## Materials provided
+++
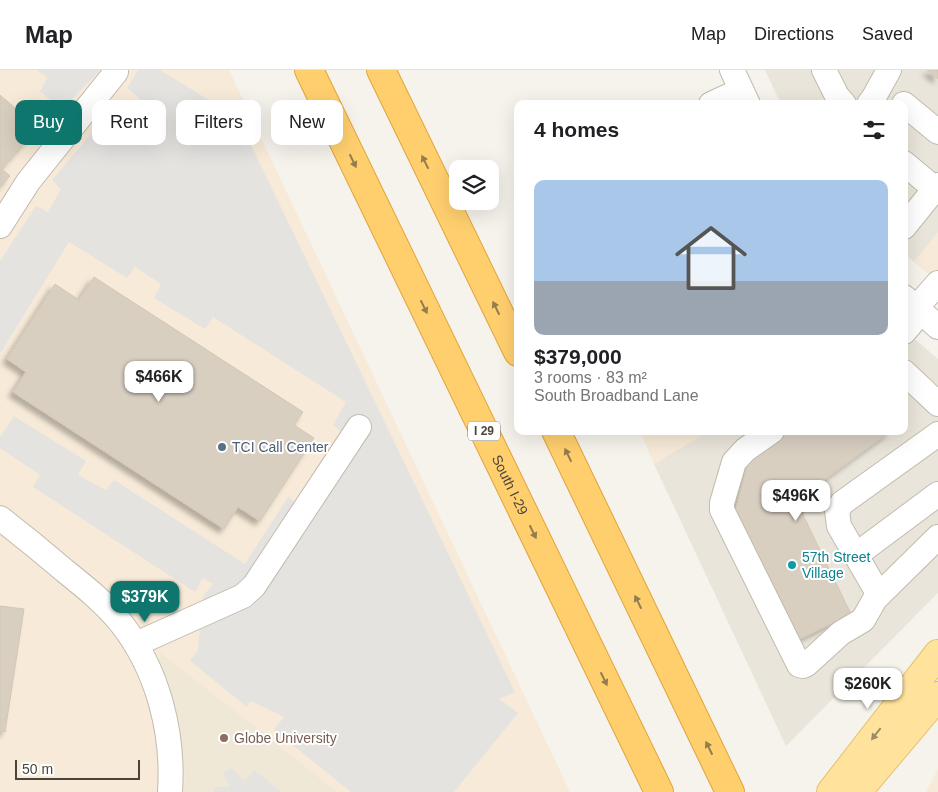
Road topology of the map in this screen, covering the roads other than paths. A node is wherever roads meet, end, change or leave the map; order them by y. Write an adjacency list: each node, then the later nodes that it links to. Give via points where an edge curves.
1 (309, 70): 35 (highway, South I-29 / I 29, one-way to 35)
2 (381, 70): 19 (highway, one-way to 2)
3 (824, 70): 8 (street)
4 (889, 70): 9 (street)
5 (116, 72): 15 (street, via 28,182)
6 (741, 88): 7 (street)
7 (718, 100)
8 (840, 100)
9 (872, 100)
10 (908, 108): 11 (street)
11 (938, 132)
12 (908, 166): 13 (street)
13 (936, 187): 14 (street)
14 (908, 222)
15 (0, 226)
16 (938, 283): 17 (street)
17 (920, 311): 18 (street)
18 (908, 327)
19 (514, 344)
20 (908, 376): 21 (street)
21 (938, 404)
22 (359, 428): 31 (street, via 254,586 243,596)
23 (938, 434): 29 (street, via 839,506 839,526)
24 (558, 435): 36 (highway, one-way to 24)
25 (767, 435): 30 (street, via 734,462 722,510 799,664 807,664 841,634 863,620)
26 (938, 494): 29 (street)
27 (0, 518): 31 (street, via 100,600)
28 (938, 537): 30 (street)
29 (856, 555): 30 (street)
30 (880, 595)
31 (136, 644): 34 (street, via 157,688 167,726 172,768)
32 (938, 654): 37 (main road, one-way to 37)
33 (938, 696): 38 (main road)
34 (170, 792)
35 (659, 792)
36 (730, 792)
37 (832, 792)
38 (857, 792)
+++
## Exercise prompt
Give back the whole listing exactly, without pictures.

## Finished exercise
Road topology of the map in this screen, covering the roads other than paths. A node is wherever roads meet, end, change or leave the map; order them by y. Write an adjacency list: each node, then the later nodes that it links to. Give via points where an edge curves.
1 (309, 70): 35 (highway, South I-29 / I 29, one-way to 35)
2 (381, 70): 19 (highway, one-way to 2)
3 (824, 70): 8 (street)
4 (889, 70): 9 (street)
5 (116, 72): 15 (street, via 28,182)
6 (741, 88): 7 (street)
7 (718, 100)
8 (840, 100)
9 (872, 100)
10 (908, 108): 11 (street)
11 (938, 132)
12 (908, 166): 13 (street)
13 (936, 187): 14 (street)
14 (908, 222)
15 (0, 226)
16 (938, 283): 17 (street)
17 (920, 311): 18 (street)
18 (908, 327)
19 (514, 344)
20 (908, 376): 21 (street)
21 (938, 404)
22 (359, 428): 31 (street, via 254,586 243,596)
23 (938, 434): 29 (street, via 839,506 839,526)
24 (558, 435): 36 (highway, one-way to 24)
25 (767, 435): 30 (street, via 734,462 722,510 799,664 807,664 841,634 863,620)
26 (938, 494): 29 (street)
27 (0, 518): 31 (street, via 100,600)
28 (938, 537): 30 (street)
29 (856, 555): 30 (street)
30 (880, 595)
31 (136, 644): 34 (street, via 157,688 167,726 172,768)
32 (938, 654): 37 (main road, one-way to 37)
33 (938, 696): 38 (main road)
34 (170, 792)
35 (659, 792)
36 (730, 792)
37 (832, 792)
38 (857, 792)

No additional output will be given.